Dicho esto, se incorporó y se fue caminando lentamente dejando a los tres chicos ofendidos por su grosería allí plantados, saboreando su café con leche. Lo del café deconstruido era algo que le parecía patético. Consistía en tomarse el café en seco. Te echas una cucharada de café en polvo en la boca, y luego se va sorbiendo de un pequeño sobre una leche muy condensada, para poder tragarlo. A quien le gusta el café con canela, cacao o virutas se lo echa también en la cucharada, y para dentro. Cappuccino instantáneo. Al parecer de Kino, aquella no solo era una manera de desperdiciar café, sino que también una forma innecesariamente desagradable de tomárselo.

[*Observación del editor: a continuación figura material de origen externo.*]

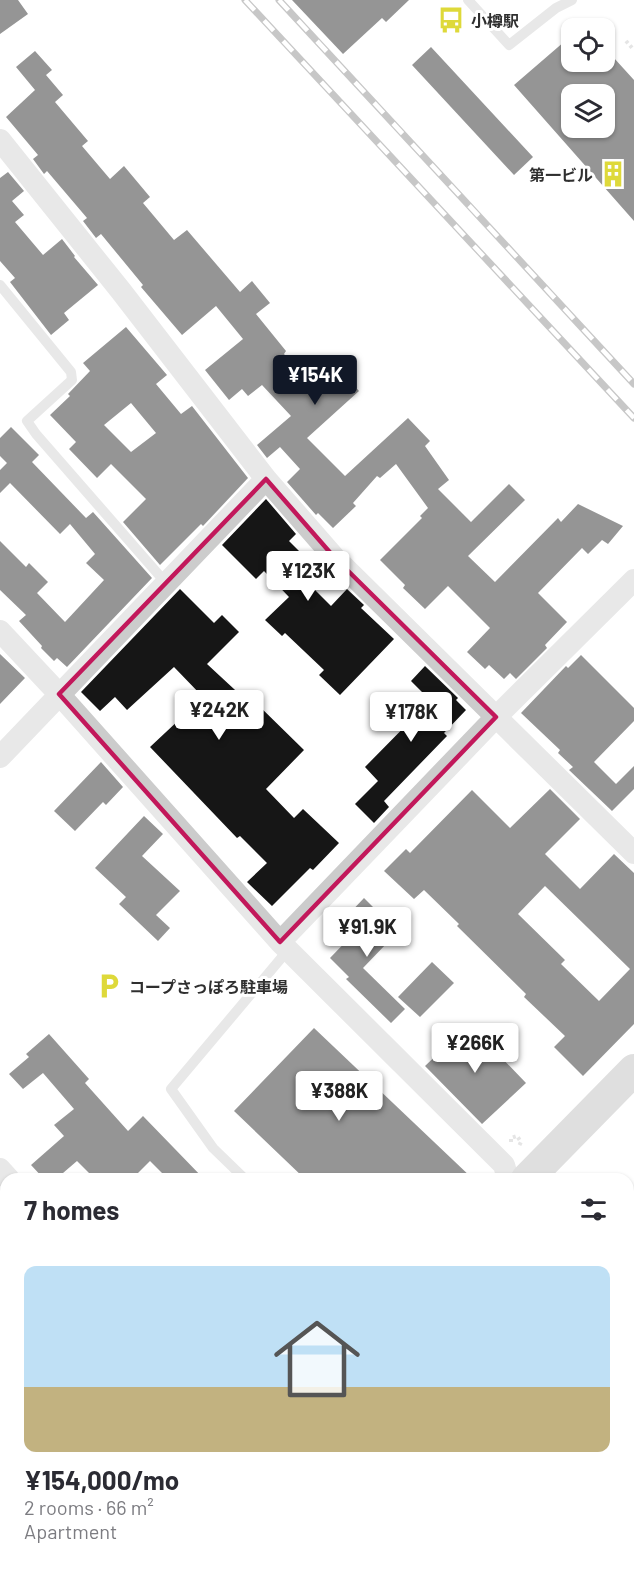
<!DOCTYPE html>
<html lang="en">
<head>
<meta charset="utf-8">
<style>
	body { margin:0; font-family:Barlow,"Noto Sans JP",sans-serif; background:#f2f2f3; color:#2b2b33; height:100vh; display:flex; flex-direction:column; font-size:22px; white-space:nowrap }
	* { box-sizing:border-box; margin:0 }
	p { font-size:20px; color:#7c7c81 }
	.icon { flex:none; width:33px; height:33px; fill:none; stroke:currentColor; stroke-width:2; stroke-linecap:round; stroke-linejoin:round }
	.map { position:relative; flex:1; overflow:hidden }
	.sheet { position:absolute; left:0px; top:1173px; width:634px; height:402px; display:flex; flex-direction:column; background:#fff; border-radius:18px 18px 0 0; box-shadow:0 2px 4px #0004 }
	.sheet>* { flex:none }
	.tools { position:absolute; left:561px; top:18px; display:grid; gap:12px }
	.tools a { display:grid; place-items:center; width:54px; height:54px; border-radius:12px; background:#fff; box-shadow:0 2px 4px #0004; font-size:30px }
	.price { position:absolute; translate:-50% -51px; padding:0 14px; border-radius:6px; background:#fff; color:#222; font-size:20px; line-height:39px; filter:drop-shadow(0 2px 3px #0008) }
	.price::after { content:''; position:absolute; left:50%; top:36px; width:18px; height:14px; margin-left:-9px; background:inherit; clip-path:polygon(0 0,100% 0,50% 100%) }
	.price.selected { background:#111827; color:#fff }
	ul { padding:0; list-style:none }
	li { display:grid; align-content:center; gap:12px; height:318px; padding:0 24px }
	li span { display:grid; place-items:center; height:186px; border-radius:12px; color:#555 }
	li>.icon { margin-inline-start:auto }
	span .icon { width:108px; height:108px; fill:#fffc; stroke-width:1 }
	li b { font-size:26px }
	h2 { display:flex; justify-content:space-between; align-items:center; height:72px; padding:0 24px; font-size:26px }
	.map>svg:first-child { display:block }
	.building { fill:#161616; fill-rule:evenodd }
	.lines { fill:none; stroke-linecap:round; stroke-linejoin:round }
	.path { stroke:#c6c6c6; stroke-width:4; stroke-dasharray:3 3; stroke-linecap:butt }
	.lane { stroke:#ccc; stroke-width:10 }
	.street { stroke:#ccc; stroke-width:22 }
	.secondary { stroke:#b9b9b9; stroke-width:32 }
	.rail-casing { stroke:#848484; stroke-width:7 }
	.rail { stroke:#fff; stroke-width:4.5; stroke-dasharray:14; stroke-linecap:butt }
	.marked { fill:none; stroke:#c2185b; stroke-width:4.5; stroke-linejoin:round }
	.labels { text-anchor:middle; dominant-baseline:central; stroke-width:6; stroke-linejoin:round; paint-order:stroke }
	.poi-label { font-size:16px; font-weight:bold; fill:#2f2f2f; stroke:#fff; text-anchor:start }
</style>
</head>
<body>
<div class="map">
<svg width="634" height="1575" viewBox="0 0 634 1575">
	<rect width="100%" height="100%" fill="#fff"/>
	<!-- building -->
	<path class="building" d="M 0,0 L 18,0 L 28,14 L 0,34 Z
		M 292,0 L 409,0 L 386,22 L 382,18 L 343,54 Z
		M 572,35 L 572,62 L 604,62 L 604,47 L 634,80 L 634,221 L 514,85 ZM 572,94 L 604,94 L 604,128 L 572,128 Z
		M 431,47 L 533,157 L 514,175 L 412,65 Z
		M 35,51 L 52,70 L 46,75 L 63,95 L 55,102 L 88,141 L 82,146 L 110,179 L 124,166 L 150,197 L 143,203 L 174,240 L 187,230 L 240,292 L 252,281 L 270,303 L 256,314 L 286,351 L 284,354 L 308,381 L 327,364 L 336,374 L 340,370 L 359,391 L 307,438 L 345,476 L 408,418 L 430,441 L 425,446 L 449,480 L 438,489 L 471,522 L 509,484 L 525,500 L 468,556 L 495,582 L 558,518 L 561,522 L 578,504 L 623,526 L 608,544 L 602,540 L 588,554 L 582,548 L 538,593 L 567,622 L 545,645 L 547,648 L 516,679 L 510,673 L 504,679 L 489,665 L 485,669 L 467,652 L 490,628 L 448,586 L 425,609 L 403,588 L 405,585 L 380,560 L 422,518 L 420,516 L 428,508 L 396,464 L 380,478 L 377,476 L 353,503 L 356,506 L 333,528 L 318,513 L 316,515 L 287,482 L 300,469 L 280,447 L 267,458 L 257,445 L 291,416 L 262,385 L 248,396 L 242,389 L 229,400 L 205,370 L 243,339 L 216,306 L 182,335 L 141,287 L 143,285 L 101,234 L 96,238 L 83,221 L 87,218 L 47,171 L 44,174 L 33,159 L 38,155 L 6,117 L 35,90 L 16,67 Z
		M 8,172 L 24,191 L 12,201 L 24,215 L 15,222 L 43,255 L 62,239 L 75,256 L 74,257 L 98,285 L 64,313 L 69,320 L 51,335 L 10,282 L 15,278 L 0,261 L 0,178 Z
		M 126,327 L 167,375 L 156,384 L 181,414 L 192,406 L 248,478 L 203,526 L 201,524 L 160,565 L 123,522 L 146,499 L 111,464 L 97,478 L 69,449 L 76,442 L 50,415 L 70,396 L 68,394 L 90,371 L 83,363 ZM 131,403 L 156,433 L 131,452 L 104,425 Z
		M 11,427 L 39,455 L 32,462 L 86,518 L 93,512 L 152,578 L 67,667 L 57,658 L 54,661 L 41,648 L 42,646 L 19,621 L 26,615 L 0,590 L 0,541 L 26,567 L 29,563 L 48,582 L 37,593 L 65,622 L 104,580 L 86,563 L 95,554 L 70,524 L 60,534 L 10,483 L 0,493 L 0,470 L 7,463 L 0,456 L 0,438 Z
		M 266,499 L 296,534 L 289,541 L 312,564 L 300,575 L 331,606 L 347,589 L 364,605 L 361,608 L 394,639 L 340,695 L 319,675 L 324,670 L 285,633 L 282,636 L 265,620 L 289,597 L 264,571 L 256,579 L 222,545 Z
		M 180,589 L 214,623 L 222,615 L 239,632 L 207,664 L 248,702 L 252,699 L 304,750 L 266,789 L 294,818 L 303,809 L 339,843 L 313,870 L 310,868 L 272,906 L 247,882 L 267,863 L 240,836 L 237,838 L 150,747 L 197,703 L 202,696 L 174,667 L 127,710 L 115,697 L 100,711 L 81,692 Z
		M 0,654 L 25,678 L 0,704 Z
		M 581,655 L 634,708 L 634,721 L 594,762 L 616,784 L 634,766 L 634,789 L 612,811 L 569,770 L 573,767 L 558,753 L 560,750 L 521,713 L 566,666 L 568,668 Z
		M 425,666 L 458,698 L 456,700 L 466,710 L 444,733 L 447,736 L 384,801 L 389,807 L 374,823 L 355,804 L 378,781 L 365,767 L 426,705 L 417,697 L 422,692 L 411,681 Z
		M 101,762 L 123,787 L 106,805 L 103,802 L 75,831 L 54,811 Z
		M 550,789 L 580,819 L 545,854 L 580,889 L 614,854 L 634,873 L 634,1024 L 583,1076 L 554,1047 L 565,1036 L 524,997 L 526,994 L 457,926 L 459,924 L 424,890 L 414,899 L 384,871 L 406,849 L 410,853 L 472,790 L 510,828 ZM 545,886 L 630,969 L 599,1001 L 561,964 L 565,960 L 518,914 Z
		M 144,816 L 163,834 L 142,856 L 180,891 L 156,915 L 170,928 L 158,941 L 119,904 L 126,897 L 95,868 Z
		M 364,898 L 394,928 L 384,938 L 388,942 L 363,968 L 405,1009 L 391,1023 L 346,979 L 349,977 L 330,958 L 357,930 L 345,918 Z
		M 432,962 L 454,983 L 420,1017 L 398,997 Z
		M 469,1024 L 526,1083 L 482,1124 L 425,1066 Z
		M 314,1028 L 473,1179 L 305,1179 L 234,1111 Z
		M 49,1034 L 89,1079 L 85,1083 L 128,1131 L 143,1116 L 204,1179 L 168,1179 L 150,1161 L 132,1179 L 95,1179 L 77,1161 L 56,1179 L 44,1179 L 31,1165 L 64,1136 L 54,1125 L 74,1109 L 43,1073 L 23,1089 L 9,1074 L 29,1057 L 26,1054 Z"/>
	<g class="lines">
		<!-- path -->
		<path class="path" d="M 626,41 L 634,50
			M 511,1142 L 511,1138 L 517,1136 L 521,1142 L 519,1146"/>
		<!-- lane -->
		<path class="lane" d="M 468,0 L 509,45 L 556,8 L 572,0
			M 0,285 L 71,372 L 72,380 L 27,421 L 36,434 L 166,583
			M 245,1179 L 213,1148 L 171,1089 L 288,950"/>
		<!-- street -->
		<path class="street" d="M 0,140 L 121,291 L 266,479 L 334,557 L 634,853
			M 0,631 L 59,694 L 280,942 L 504,1165 L 508,1179
			M 0,757 L 266,479
			M 280,942 L 496,717 L 634,580
			M 0,1169 L 9,1179
			M 108,1575 L 115,1569"/>
		<!-- secondary -->
		<path class="secondary" d="M 527,1179 L 634,1070
			M 628,1301 L 634,1306
			M 0,1404 L 6,1411
			M 451,1569 L 451,1575
			M 144,1575 L 150,1569
			M 619,1575 L 627,1569"/>
		<!-- rail casing -->
		<g class="rail-casing">
			<path id="rail" d="M 245,0 L 634,418
				M 279,0 L 634,384"/>
		</g>
		<!-- rail -->
		<use href="#rail" class="rail"/>
	</g>
	<!-- marked area -->
	<path d="M0 0H634V1575H0ZM 266,479 L 334,557 L 496,717 L 280,942 L 59,694 Z" fill="#fff" fill-opacity=".55" fill-rule="evenodd"/>
	<path class="marked" d="M 266,479 L 334,557 L 496,717 L 280,942 L 59,694 Z"/>
	<!-- icons -->
	<defs>
		<g id="bus-bare" transform="scale(2.07)"><path d="M-5-6H5V4H4V6H2V4H-2V6H-4V4H-5ZM-3.5-4V0h7V-4ZM-3.5 1.2v1.5H-2V1.2ZM2 1.2v1.5H3.5V1.2Z" fill="#ded93a" stroke="#fff" stroke-width="2.5" paint-order="stroke"/></g>
		<g id="building-bare" transform="scale(2.07)"><path d="M-4-6H4V6H1V3H-1V6H-4ZM-2.5-4.3h1.7v1.8h-1.7ZM.8-4.3h1.7v1.8H.8ZM-2.5-1h1.7V.8h-1.7ZM.8-1h1.7V.8H.8Z" fill="#ded93a" stroke="#fff" stroke-width="2.5" paint-order="stroke"/></g>
		<g id="parking-bare" transform="scale(2.07)"><path d="M-3.5-5.5H1a3.5 3.5 0 0 1 0 7H-1V5.5H-3.5ZM-1-3.4V-.6H.8a1.4 1.4 0 0 0 0-2.8Z" fill="#ded93a" stroke="#fff" stroke-width="2.5" paint-order="stroke"/></g>
	</defs>
	<g fill-rule="evenodd">
		<use href="#bus-bare" x="451" y="20"/>
		<use href="#building-bare" x="613" y="174"/>
		<use href="#parking-bare" x="109" y="986"/>
	</g>
	<g class="labels">
		<!-- poi labels -->
		<g class="poi-label">
			<text x="471" y="20">小樽駅</text>
			<text x="593" y="174" text-anchor="end">第一ビル</text>
			<text x="129" y="986">コープさっぽろ駐車場</text>
		</g>
	</g>
</svg>
<div class="tools">
<a><svg class="icon" aria-label="locate" viewBox="0 0 24 24"><circle cx="12" cy="12" r="6"/><path d="M12 2v4M12 18v4M2 12h4M18 12h4"/></svg></a>
<a><svg class="icon" aria-label="layers" viewBox="0 0 24 24"><path d="M12 4l9 5-9 5-9-5zM3 14l9 5 9-5"/></svg></a>
</div>
<b class="price selected" style="left:315px;top:406px">¥154K</b>
<b class="price" style="left:308px;top:602px">¥123K</b>
<b class="price" style="left:219px;top:741px">¥242K</b>
<b class="price" style="left:411px;top:743px">¥178K</b>
<b class="price" style="left:367px;top:958px">¥91.9K</b>
<b class="price" style="left:475px;top:1074px">¥266K</b>
<b class="price" style="left:339px;top:1122px">¥388K</b>
<section class="sheet">
<h2>7 homes<svg class="icon" aria-label="filters" viewBox="0 0 24 24"><path d="M4 7h16M4 17h16"/><circle cx="9" cy="7" r="2"/><circle cx="15" cy="17" r="2"/></svg></h2>
<ul>
<li><span style="background:linear-gradient(#bfe0f5 65%,#c2b280 0)"><svg class="icon" aria-label="home" viewBox="0 0 24 24"><path d="M3 11l9-7 9 7M6 9v11h12V9"/></svg></span><div><b>¥154,000/mo</b><p>2 rooms · 66 m²</p><p>Apartment</p></div></li>
</ul>
</section>
</div>
</body>
</html>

Recordaba vagamente que, cuando era muy pequeño y descubrió YouTube, estaba de moda una cosa que se llamaba «el reto de la canela», que no consistía en otra cosa que tomarse una cucharada de canela en polvo a palo seco. Y aquellos vídeos eran tremendamente graciosos y paradójicos. Eran graciosos porque es imposible tomarse una cucharada de canela en polvo y no empezar a toser como si uno fuese a echar los pulmones, y la gente se grababa a sí mismos haciéndolo. Pero eran paradójicos porque, en su momento, había millones de vídeos de gente haciendo lo mismo, lo que al mismo tiempo significaba que había millones de personas que, de forma voluntaria, se habían expuesto a un ataque descontrolado de tos por ingesta de canela. Hermoso a su manera.